Task description -
Reproduce, without any change, the span of lines from the opening of the records below to the line containing "thumb cmc: (955, 789)", inclusive.

------ Available data ------

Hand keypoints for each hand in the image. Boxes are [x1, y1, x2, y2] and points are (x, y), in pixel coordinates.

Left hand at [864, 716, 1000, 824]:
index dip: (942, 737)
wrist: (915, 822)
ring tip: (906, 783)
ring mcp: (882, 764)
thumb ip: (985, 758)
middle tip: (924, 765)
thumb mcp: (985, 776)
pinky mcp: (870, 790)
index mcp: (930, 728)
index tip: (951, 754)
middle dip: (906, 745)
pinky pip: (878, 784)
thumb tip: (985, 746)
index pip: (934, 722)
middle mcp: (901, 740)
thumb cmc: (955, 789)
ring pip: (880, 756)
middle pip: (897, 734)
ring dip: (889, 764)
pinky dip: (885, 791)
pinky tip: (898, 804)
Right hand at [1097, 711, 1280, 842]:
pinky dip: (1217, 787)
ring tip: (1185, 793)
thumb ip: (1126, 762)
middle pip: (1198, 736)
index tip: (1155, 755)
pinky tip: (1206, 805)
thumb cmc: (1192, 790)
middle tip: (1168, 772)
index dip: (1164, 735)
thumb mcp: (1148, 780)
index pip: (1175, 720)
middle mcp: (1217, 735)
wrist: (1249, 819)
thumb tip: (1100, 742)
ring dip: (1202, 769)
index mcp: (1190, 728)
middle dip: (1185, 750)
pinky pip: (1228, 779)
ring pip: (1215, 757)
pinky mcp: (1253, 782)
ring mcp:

------

Output of the task -
Hand keypoints for each hand in the image. Boxes are [x1, y1, x2, y2] and points are (x, y), in pixel coordinates.

Left hand at [864, 716, 1000, 824]:
index dip: (942, 737)
wrist: (915, 822)
ring tip: (906, 783)
ring mcp: (882, 764)
thumb ip: (985, 758)
middle tip: (924, 765)
thumb mcp: (985, 776)
pinky mcp: (870, 790)
index mcp: (930, 728)
index tip: (951, 754)
middle dip: (906, 745)
pinky pip: (878, 784)
thumb tip: (985, 746)
index pip: (934, 722)
middle mcp: (901, 740)
thumb cmc: (955, 789)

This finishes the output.